Performance Extrapolation that Uses Industry Benchmarks with Performance Models

A white paper written by me and my colleague Kiran C Nair was presented in SPECTS'10 conference (http://atc.udg.edu/SPECTS2010/program.php). This conference targeted professionals involved in performance evaluation of computer and telecommunication systems. The paper described an approach to predict performance of applications using Industry standard benchmarks and Queuing Network Models. Multiple requests for extrapolating applications performance to different hardware was the key motivation for coming up with this paper.

The industry benchmarks like SPEC and TPC provide a standard way to compare system performances and also act as pointers for capacity planning. Some analytical methods use these benchmarks for linearly projecting the system utilizations and throughputs. However when it comes to prediction of performance metrics (Utilization, Response Time, Throughput etc) for a multi-layered application like an OLTP application, distributed across multiple resources - - this approach of extrapolation does not provide holistic results.

Then there are performance modeling techniques like QNM, QPN, LQN, etc. that provide detailed understanding of application performance for varying scenarios to enterprise architects. These models are created using the measurements from existing system, and any change in hardware would change these measured values and the performance model itself.
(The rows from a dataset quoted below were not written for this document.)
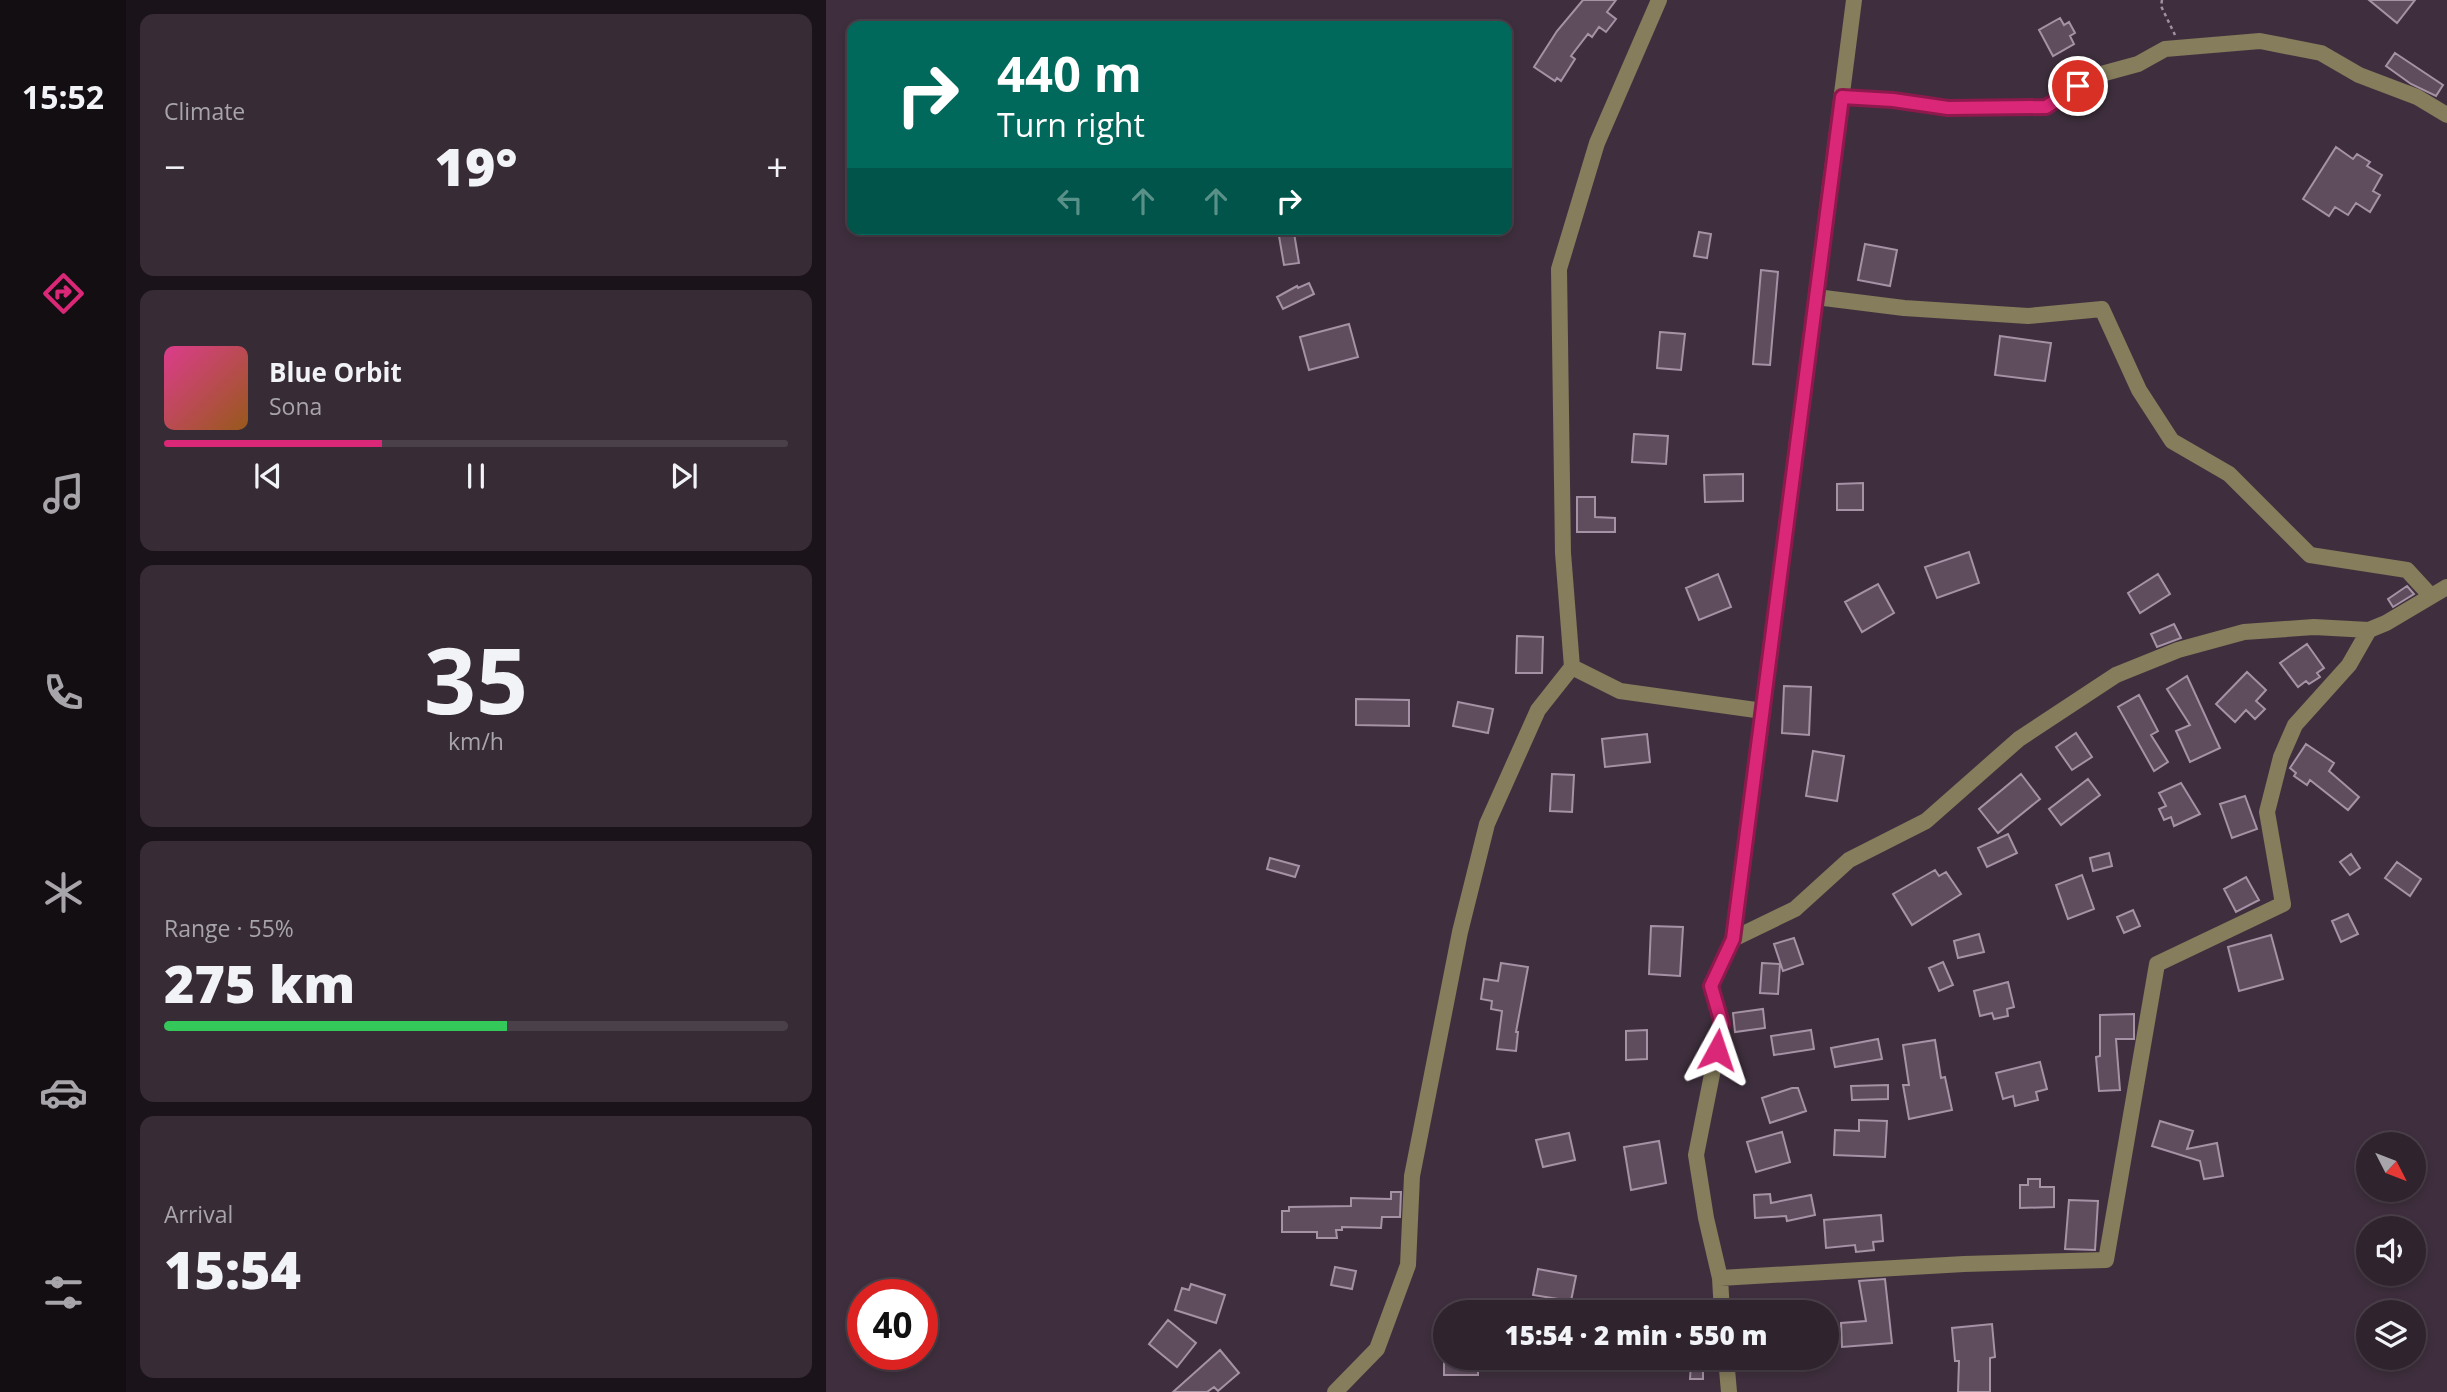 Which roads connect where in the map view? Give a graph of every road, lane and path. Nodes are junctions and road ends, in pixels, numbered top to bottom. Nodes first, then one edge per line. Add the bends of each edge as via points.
1 (1659, 0) edge
2 (1854, 0) edge
3 (2162, 0) edge
4 (2181, 47) junction
5 (1842, 97) junction
6 (2447, 115) edge
7 (1816, 297) junction
8 (2447, 587) edge
9 (2430, 595) junction
10 (2369, 630) junction
11 (1572, 667) junction
12 (1763, 710) junction
13 (1733, 939) junction
14 (1720, 1278) junction
15 (1721, 1300) edge
16 (1727, 1370) edge
17 (1335, 1392) edge
18 (1729, 1392) edge

1 - 11 street via 1597,143 1559,270 1563,553
2 - 5 street
3 - 4 path
4 - 5 street via 2094,76 2046,107 1948,108
4 - 6 street via 2260,41 2321,53 2359,75 2417,96
5 - 7 street
7 - 9 street via 2028,316 2102,309 2139,390 2172,441 2229,474 2311,555 2407,570
7 - 12 street
8 - 9 street
9 - 10 street
10 - 13 street via 2314,627 2244,632 2178,650 2116,675 2019,739 1926,821 1849,860 1795,909
10 - 14 street via 2349,666 2295,725 2281,757 2267,811 2283,904 2157,964 2106,1261
11 - 12 street via 1620,691
11 - 17 street via 1538,710 1487,824 1460,932 1412,1176 1408,1265 1377,1349
12 - 13 street
13 - 14 street via 1711,986 1722,1024 1696,1155
14 - 15 street
16 - 18 street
So industry benchmarks were useful to compare hardware performances, but they could not provide much insight on performance metrics for distributed applications. For what-if analysis of such multi-tiered applications, in horizontal scaling and varying workload scenarios, performance models were used. But independently they could not predict vertical scaling impact. Thus to get the overall performance prediction for scaling of hardware and other changes, a hybrid of these two approaches was experimented. The approach and the findings are detailed in this paper.